● Problem statement
Where a line of the following data contains the string "Bacı", include it in the tally. Report the total alone.

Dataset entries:
BEGIN
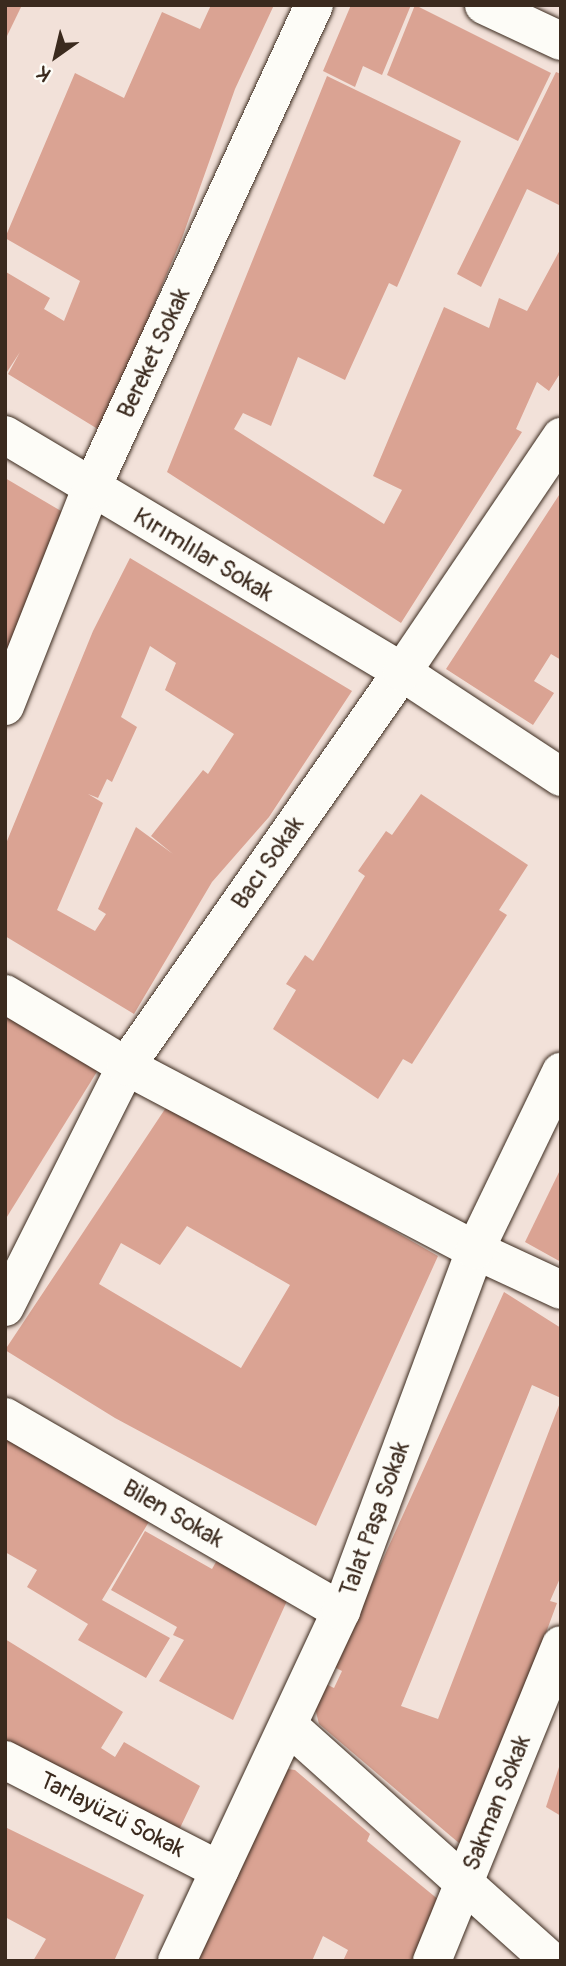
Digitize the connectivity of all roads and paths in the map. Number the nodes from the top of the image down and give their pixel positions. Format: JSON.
{"nodes":[{"id":1,"x":314,"y":5,"type":"edge"},
{"id":2,"x":484,"y":5,"type":"edge"},
{"id":3,"x":561,"y":41,"type":"edge"},
{"id":4,"x":5,"y":435,"type":"edge"},
{"id":5,"x":561,"y":437,"type":"edge"},
{"id":6,"x":91,"y":489,"type":"junction"},
{"id":7,"x":402,"y":672,"type":"junction"},
{"id":8,"x":5,"y":706,"type":"edge"},
{"id":9,"x":561,"y":777,"type":"edge"},
{"id":10,"x":5,"y":994,"type":"edge"},
{"id":11,"x":126,"y":1066,"type":"junction"},
{"id":12,"x":561,"y":1072,"type":"edge"},
{"id":13,"x":475,"y":1250,"type":"junction"},
{"id":14,"x":561,"y":1290,"type":"edge"},
{"id":15,"x":5,"y":1307,"type":"edge"},
{"id":16,"x":5,"y":1418,"type":"edge"},
{"id":17,"x":341,"y":1611,"type":"junction"},
{"id":18,"x":561,"y":1645,"type":"edge"},
{"id":19,"x":289,"y":1726,"type":"junction"},
{"id":20,"x":5,"y":1760,"type":"edge"},
{"id":21,"x":219,"y":1870,"type":"junction"},
{"id":22,"x":465,"y":1882,"type":"junction"},
{"id":23,"x":177,"y":1961,"type":"edge"},
{"id":24,"x":432,"y":1961,"type":"edge"},
{"id":25,"x":551,"y":1961,"type":"edge"}],
"edges":[{"from":1,"to":6,"type":"street","name":"Bereket Sokak"},
{"from":2,"to":3,"type":"street"},
{"from":4,"to":6,"type":"street","name":"Kırımlılar Sokak"},
{"from":5,"to":7,"type":"street","name":"Bacı Sokak"},
{"from":6,"to":7,"type":"street","name":"Kırımlılar Sokak"},
{"from":6,"to":8,"type":"street","name":"Bereket Sokak"},
{"from":7,"to":9,"type":"street","name":"Kırımlılar Sokak"},
{"from":7,"to":11,"type":"street","name":"Bacı Sokak"},
{"from":10,"to":11,"type":"street"},
{"from":11,"to":13,"type":"street"},
{"from":11,"to":15,"type":"street","name":"Bacı Sokak"},
{"from":12,"to":13,"type":"street","name":"Talat Paşa Sokak"},
{"from":13,"to":14,"type":"street"},
{"from":13,"to":17,"type":"street","name":"Talat Paşa Sokak"},
{"from":16,"to":17,"type":"street","name":"Bilen Sokak"},
{"from":17,"to":19,"type":"street","name":"Talat Paşa Sokak"},
{"from":18,"to":22,"type":"street","name":"Sakman Sokak"},
{"from":19,"to":21,"type":"street","name":"Talat Paşa Sokak"},
{"from":19,"to":22,"type":"street"},
{"from":20,"to":21,"type":"street","name":"Tarlayüzü Sokak"},
{"from":21,"to":23,"type":"street","name":"Talat Paşa Sokak"},
{"from":22,"to":24,"type":"street","name":"Sakman Sokak"},
{"from":22,"to":25,"type":"street"}]}
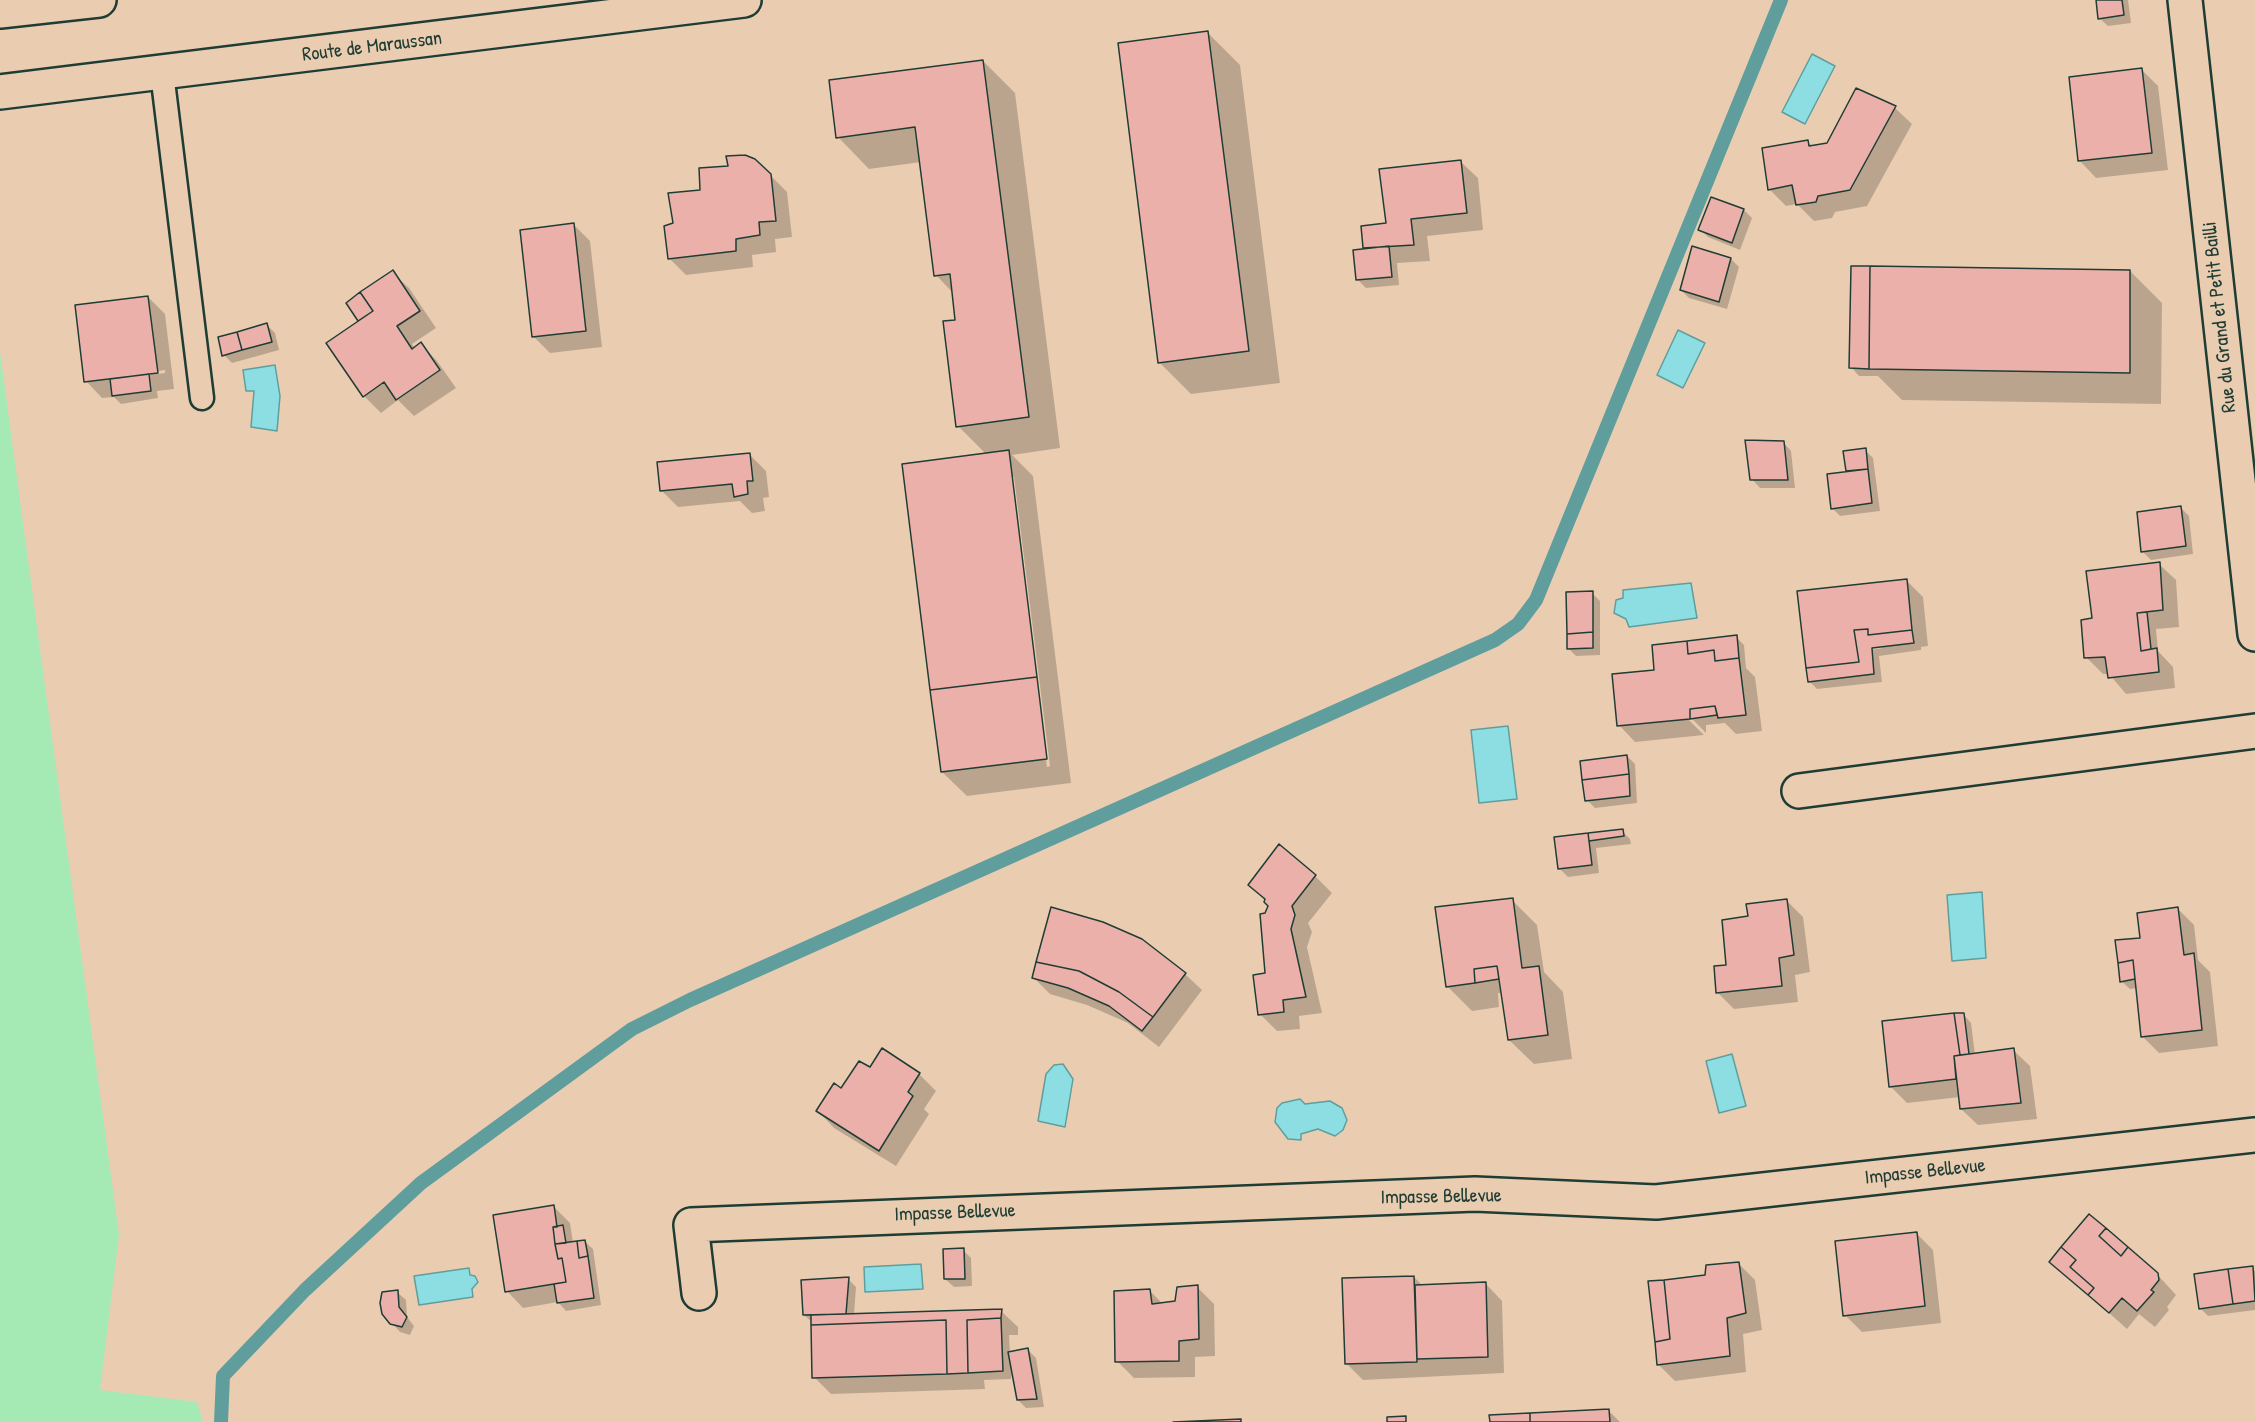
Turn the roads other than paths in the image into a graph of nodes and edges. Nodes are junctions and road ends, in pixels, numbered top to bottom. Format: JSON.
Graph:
{"nodes":[{"id":1,"x":99,"y":0,"type":"edge"},
{"id":2,"x":744,"y":0,"type":"edge"},
{"id":3,"x":2185,"y":0,"type":"edge"},
{"id":4,"x":0,"y":11,"type":"edge"},
{"id":5,"x":162,"y":73,"type":"junction"},
{"id":6,"x":0,"y":92,"type":"edge"},
{"id":7,"x":202,"y":398,"type":"dead end"},
{"id":8,"x":2255,"y":634,"type":"edge"},
{"id":9,"x":2255,"y":731,"type":"edge"},
{"id":10,"x":1799,"y":790,"type":"dead end"},
{"id":11,"x":2255,"y":1135,"type":"edge"},
{"id":12,"x":699,"y":1293,"type":"dead end"}],
"edges":[{"from":1,"to":4,"type":"street"},
{"from":2,"to":5,"type":"street","name":"Route de Maraussan"},
{"from":3,"to":8,"type":"street","name":"Rue du Grand et Petit Bailli"},
{"from":5,"to":6,"type":"street","name":"Route de Maraussan"},
{"from":5,"to":7,"type":"lane"},
{"from":9,"to":10,"type":"street"},
{"from":11,"to":12,"type":"street","name":"Impasse Bellevue"}]}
END
● Answer space
3